**Your objective**. Would you please write out each of the entries below exactly, omitting pictures?

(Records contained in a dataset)

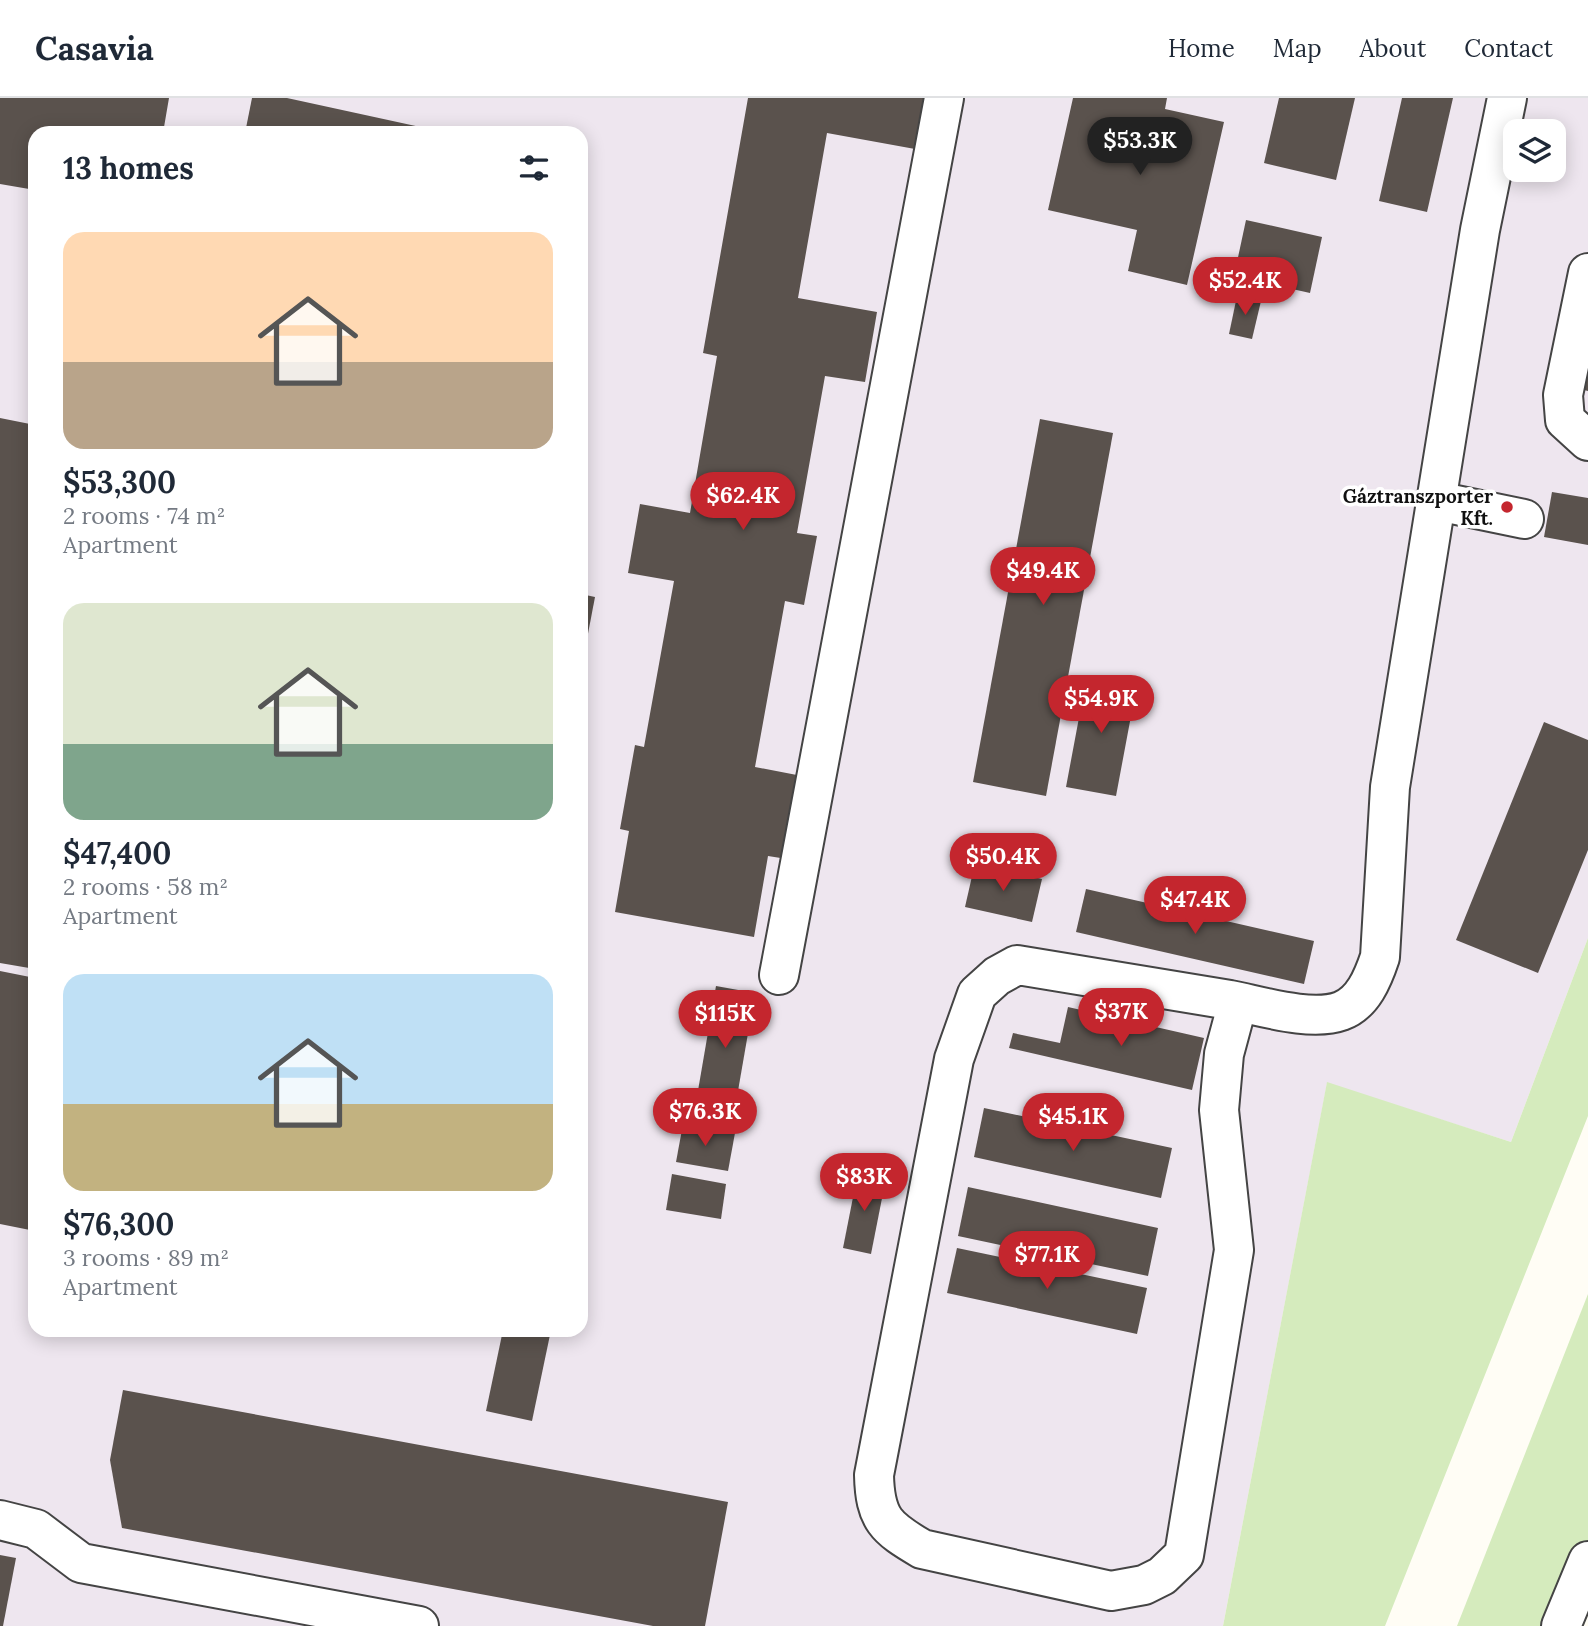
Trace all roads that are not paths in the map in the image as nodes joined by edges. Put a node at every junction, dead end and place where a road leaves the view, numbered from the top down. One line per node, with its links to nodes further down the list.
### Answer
1 (944, 98): 7 (street)
2 (1507, 98): 5 (street)
3 (1588, 272): 4 (street)
4 (1588, 441)
5 (1437, 501): 6 (street); 8 (street)
6 (1524, 519)
7 (779, 975)
8 (1238, 1002): 8 (street)
9 (0, 1520): 11 (street)
10 (1588, 1561): 13 (street)
11 (265, 1612): 12 (street)
12 (419, 1626)
13 (1561, 1626)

**Answer for the task**.
Trace all roads that are not paths in the map in the image as nodes joined by edges. Put a node at every junction, dead end and place where a road leaves the view, numbered from the top down. One line per node, with its links to nodes further down the list.
### Answer
1 (944, 98): 7 (street)
2 (1507, 98): 5 (street)
3 (1588, 272): 4 (street)
4 (1588, 441)
5 (1437, 501): 6 (street); 8 (street)
6 (1524, 519)
7 (779, 975)
8 (1238, 1002): 8 (street)
9 (0, 1520): 11 (street)
10 (1588, 1561): 13 (street)
11 (265, 1612): 12 (street)
12 (419, 1626)
13 (1561, 1626)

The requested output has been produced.